One of the downsides of a career in software is that it’s actually pretty rare for anything you write to last more than a few years. Hardware goes obsolete, operating systems get upgraded, apps and companies fall out of favor, domains expire, standards change. Our entire professional world is… ephemeral.

So it’s nice to occasionally see something you’ve created live on… at least for a little while.

I left Facebook in January, 2015. That was seven, almost eight years ago. While there, one of the problems I noticed was that when it came to gathering log and metrics data in the browser and sending that back to the server, every engineering team had their own ad-hoc solution.
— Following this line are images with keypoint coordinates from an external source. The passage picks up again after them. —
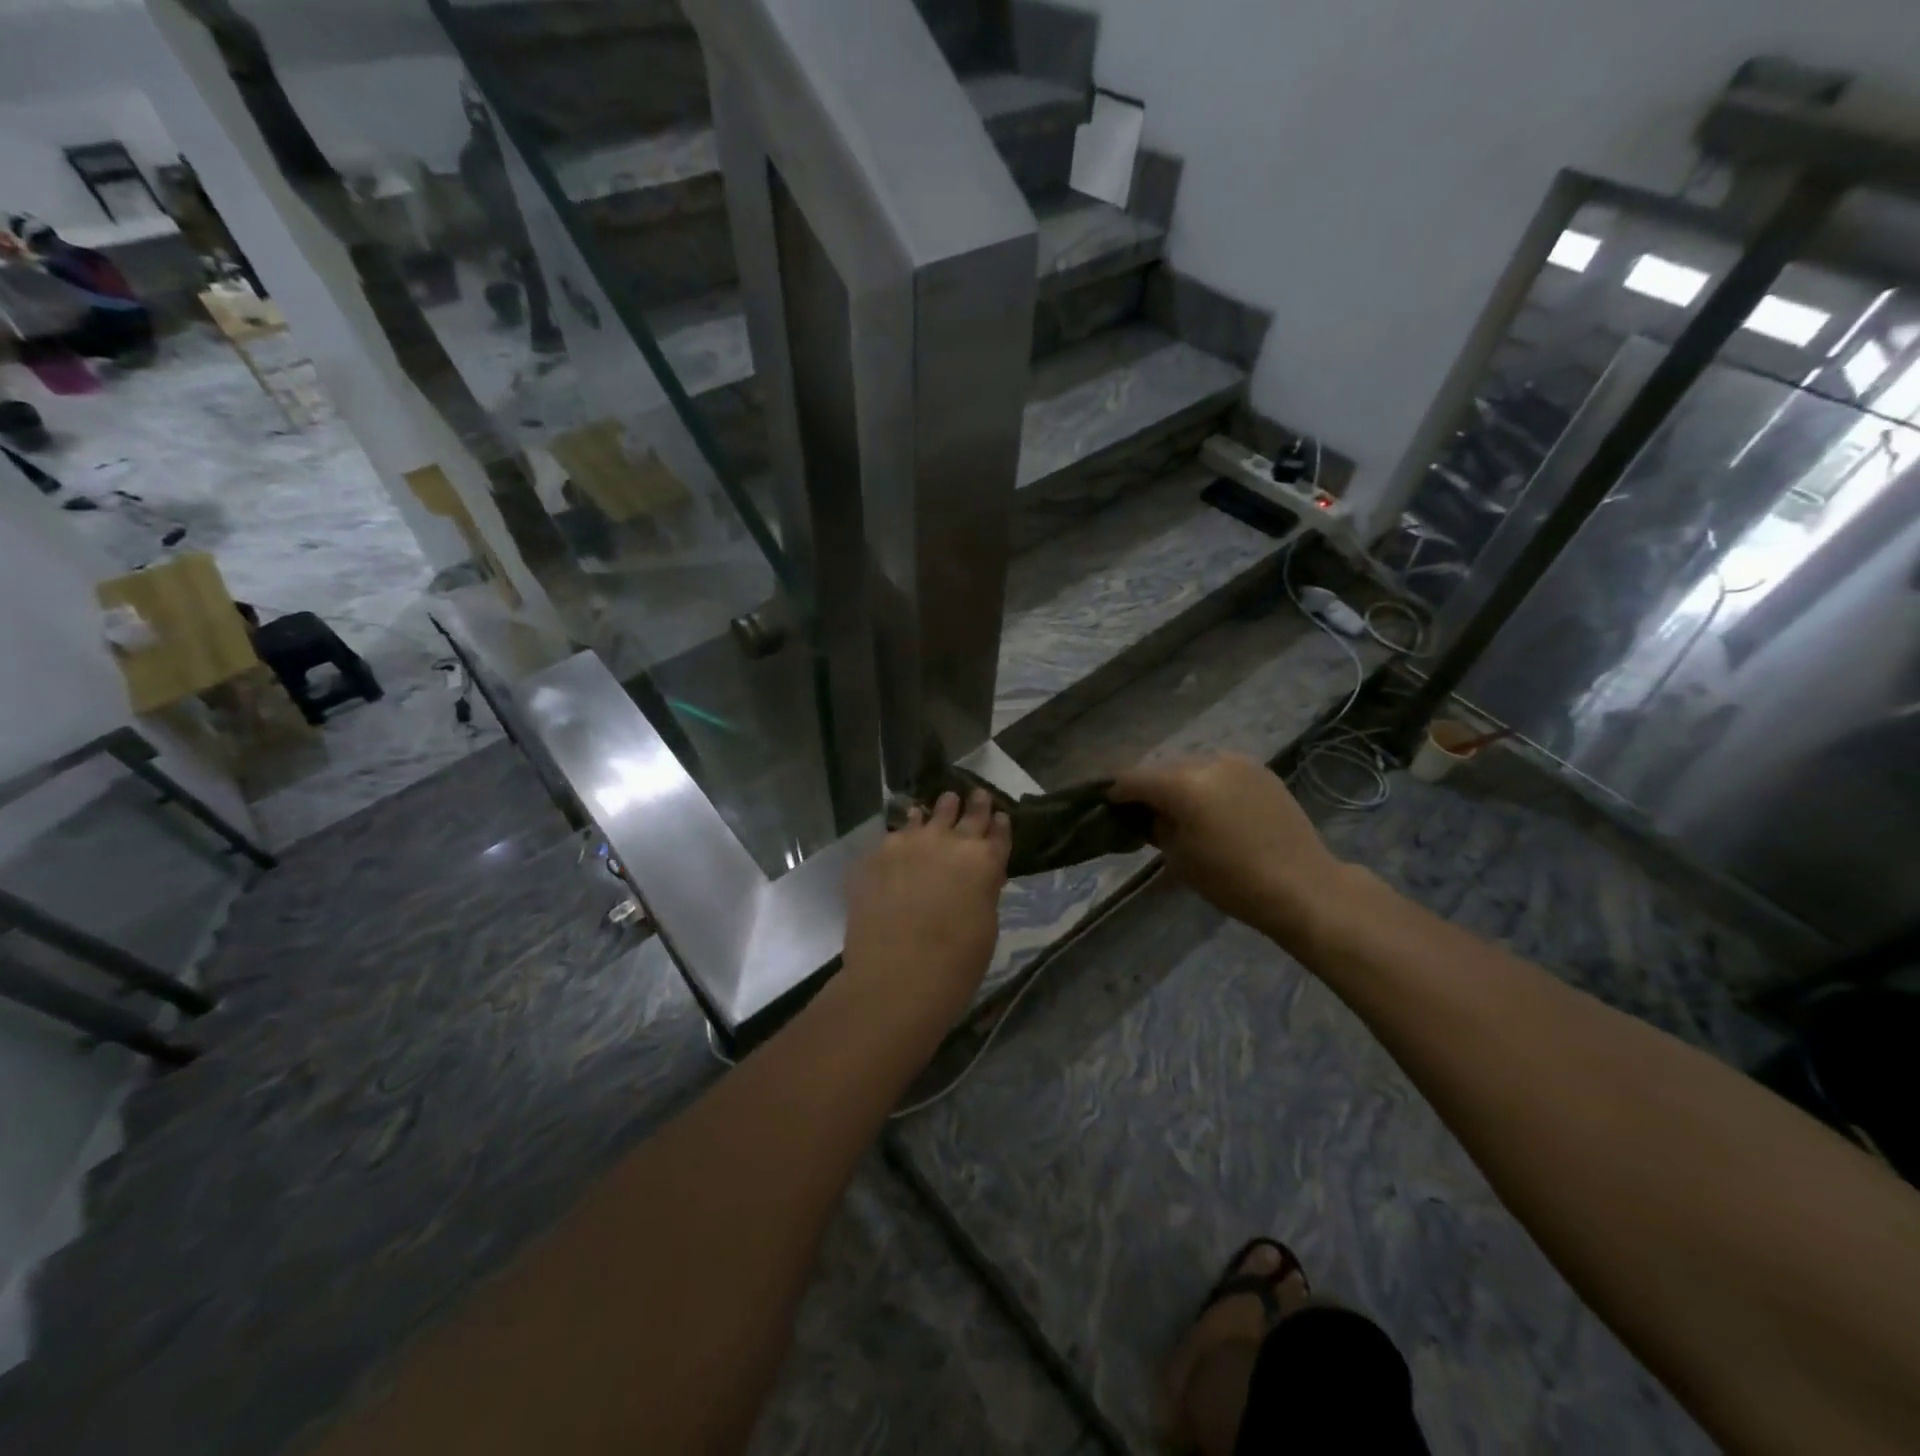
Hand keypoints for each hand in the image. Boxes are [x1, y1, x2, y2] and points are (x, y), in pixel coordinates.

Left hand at [842, 789, 1010, 1024]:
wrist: (897, 975)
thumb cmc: (955, 964)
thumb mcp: (985, 926)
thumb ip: (982, 891)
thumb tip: (976, 879)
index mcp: (984, 862)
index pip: (998, 833)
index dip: (999, 825)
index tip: (999, 816)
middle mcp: (949, 842)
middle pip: (966, 814)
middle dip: (973, 804)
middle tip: (975, 794)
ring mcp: (909, 844)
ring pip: (927, 815)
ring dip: (937, 811)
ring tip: (940, 804)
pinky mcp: (877, 855)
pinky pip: (893, 836)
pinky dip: (902, 833)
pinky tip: (900, 837)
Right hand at [1110, 754, 1353, 946]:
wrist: (1302, 886)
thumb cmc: (1231, 880)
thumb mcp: (1179, 858)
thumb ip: (1157, 827)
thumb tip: (1152, 814)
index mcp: (1182, 784)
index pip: (1133, 779)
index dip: (1117, 793)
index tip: (1110, 807)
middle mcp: (1208, 762)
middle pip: (1163, 768)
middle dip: (1151, 787)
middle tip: (1145, 812)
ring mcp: (1237, 763)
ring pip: (1192, 766)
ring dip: (1180, 784)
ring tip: (1181, 810)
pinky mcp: (1260, 771)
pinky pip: (1220, 771)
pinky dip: (1208, 784)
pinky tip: (1213, 808)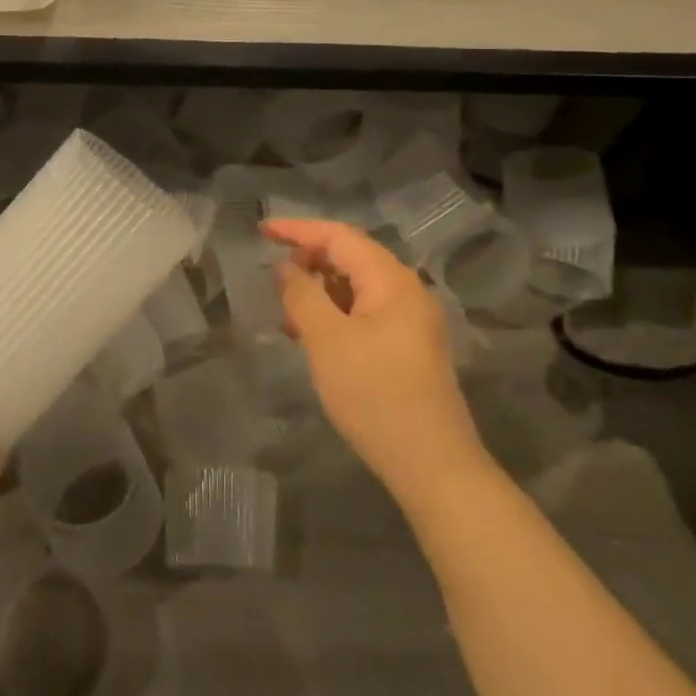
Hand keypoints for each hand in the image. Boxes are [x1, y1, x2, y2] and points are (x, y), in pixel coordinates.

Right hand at [264, 219, 486, 503]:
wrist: (433, 466)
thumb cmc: (375, 395)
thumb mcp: (326, 340)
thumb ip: (302, 295)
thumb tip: (286, 267)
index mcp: (391, 280)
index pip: (340, 236)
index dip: (298, 230)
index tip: (263, 230)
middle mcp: (407, 291)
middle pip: (352, 257)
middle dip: (310, 259)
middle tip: (274, 274)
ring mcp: (412, 321)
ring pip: (358, 287)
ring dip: (321, 289)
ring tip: (286, 309)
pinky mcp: (409, 348)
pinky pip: (366, 313)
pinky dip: (336, 313)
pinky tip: (313, 335)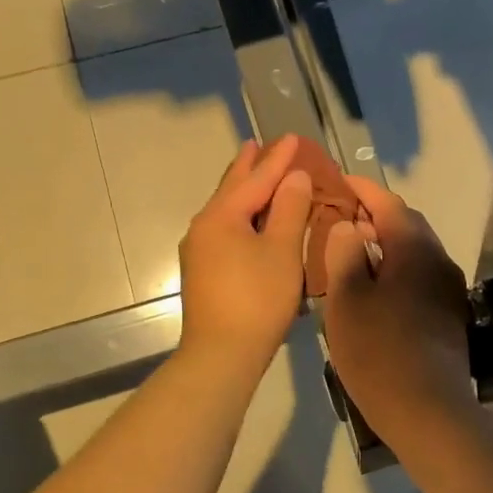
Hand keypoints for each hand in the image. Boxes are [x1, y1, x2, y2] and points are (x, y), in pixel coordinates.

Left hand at [177, 136, 312, 370]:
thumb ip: (289, 209)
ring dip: (244, 191)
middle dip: (250, 167)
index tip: (294, 138)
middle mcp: (204, 226)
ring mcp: (199, 250)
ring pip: (226, 210)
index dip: (278, 158)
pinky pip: (225, 229)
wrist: (220, 354)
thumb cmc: (257, 299)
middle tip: (260, 145)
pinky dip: (242, 215)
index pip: (256, 178)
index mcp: (222, 216)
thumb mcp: (281, 251)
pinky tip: (250, 220)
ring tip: (256, 175)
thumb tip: (293, 177)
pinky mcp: (202, 271)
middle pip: (232, 188)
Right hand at [320, 177, 473, 432]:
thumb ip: (345, 255)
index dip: (361, 189)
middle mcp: (438, 261)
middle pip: (405, 224)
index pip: (388, 203)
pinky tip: (371, 290)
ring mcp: (447, 290)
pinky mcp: (448, 315)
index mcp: (414, 250)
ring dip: (383, 245)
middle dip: (373, 216)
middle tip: (338, 218)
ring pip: (412, 252)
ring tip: (349, 253)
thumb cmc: (379, 351)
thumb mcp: (347, 300)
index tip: (338, 180)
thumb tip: (348, 227)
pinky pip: (417, 277)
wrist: (428, 411)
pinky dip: (393, 270)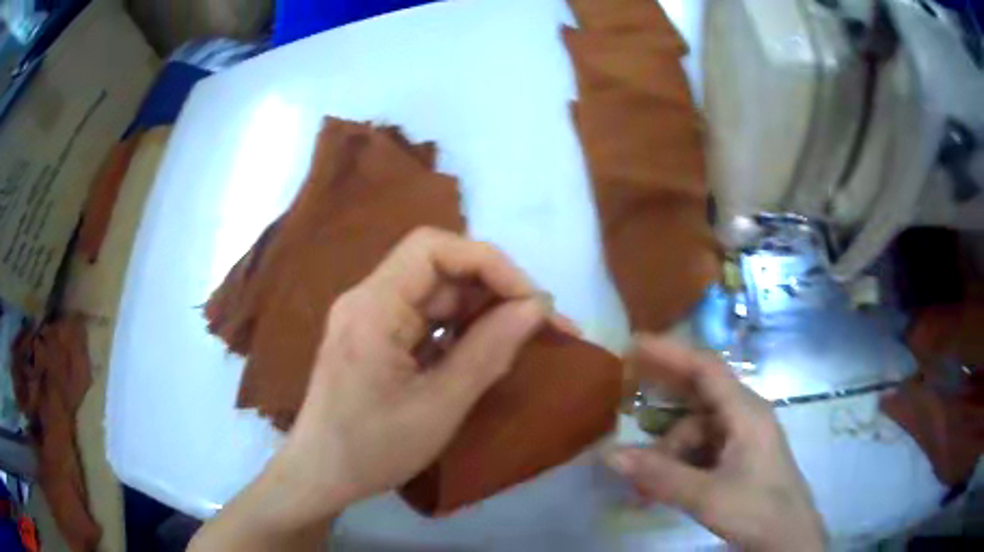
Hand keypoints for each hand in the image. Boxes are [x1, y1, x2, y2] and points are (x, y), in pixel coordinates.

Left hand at [267, 228, 562, 524]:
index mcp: (373, 307)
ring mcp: (370, 317)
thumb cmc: (373, 449)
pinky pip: (425, 318)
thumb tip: (536, 308)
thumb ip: (488, 352)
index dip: (489, 263)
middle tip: (539, 324)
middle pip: (438, 269)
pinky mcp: (376, 337)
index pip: (433, 249)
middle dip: (492, 290)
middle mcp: (368, 299)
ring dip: (480, 311)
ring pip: (435, 293)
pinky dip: (459, 331)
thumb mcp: (439, 406)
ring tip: (520, 340)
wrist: (321, 475)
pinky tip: (483, 353)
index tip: (531, 301)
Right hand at [607, 336, 825, 551]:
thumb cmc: (757, 509)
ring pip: (694, 429)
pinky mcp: (737, 456)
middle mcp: (743, 415)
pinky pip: (700, 449)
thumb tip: (609, 455)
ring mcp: (741, 436)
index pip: (705, 368)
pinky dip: (677, 464)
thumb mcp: (707, 496)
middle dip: (661, 395)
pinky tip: (658, 488)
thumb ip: (660, 475)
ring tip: (640, 483)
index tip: (634, 344)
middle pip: (698, 394)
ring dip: (665, 451)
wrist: (788, 537)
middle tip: (623, 393)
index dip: (670, 352)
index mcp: (745, 412)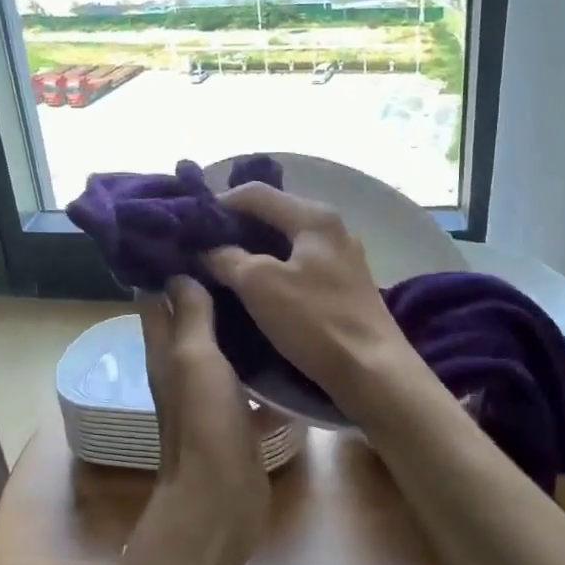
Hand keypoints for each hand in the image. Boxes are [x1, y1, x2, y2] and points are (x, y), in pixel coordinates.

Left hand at [138, 277, 271, 549]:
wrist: (222, 497)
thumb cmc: (204, 422)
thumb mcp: (195, 358)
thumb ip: (190, 315)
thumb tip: (181, 271)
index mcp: (164, 350)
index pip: (155, 297)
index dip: (167, 266)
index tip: (195, 233)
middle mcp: (182, 367)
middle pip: (189, 319)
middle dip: (209, 288)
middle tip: (242, 254)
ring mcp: (209, 393)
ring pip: (221, 347)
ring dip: (237, 323)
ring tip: (267, 287)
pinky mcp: (235, 415)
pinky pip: (248, 381)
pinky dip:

There was a proliferation of largely redundant code that tended to be bug-prone, difficult to audit, and inefficient. Lots of unnecessary network traffic, which is a pretty big deal at Facebook Scale™.

My solution was a unified data pipeline I called “Banzai” (as in “Banzai Pipeline”. Get it? It’s a surfer thing.) It was a single API that teams could stick data into at one end (the browser), and have data come out the other (their DB tables), and it worked well. It ended up working well and I managed to convince most of the engineering teams to switch over to it. There were a few outliers, but by and large it was a success. I put a pin in it, left Facebook, and have moved on.

Except every once in a while, like this morning, I’ll crack open the network tab in my browser’s developer tools, just to see if Banzai is still there, still being used. This is a silly thing, a small vanity of mine, I admit. But knowing my code, my ideas, carry value and meaning after my existence somewhere has passed helps validate what I do.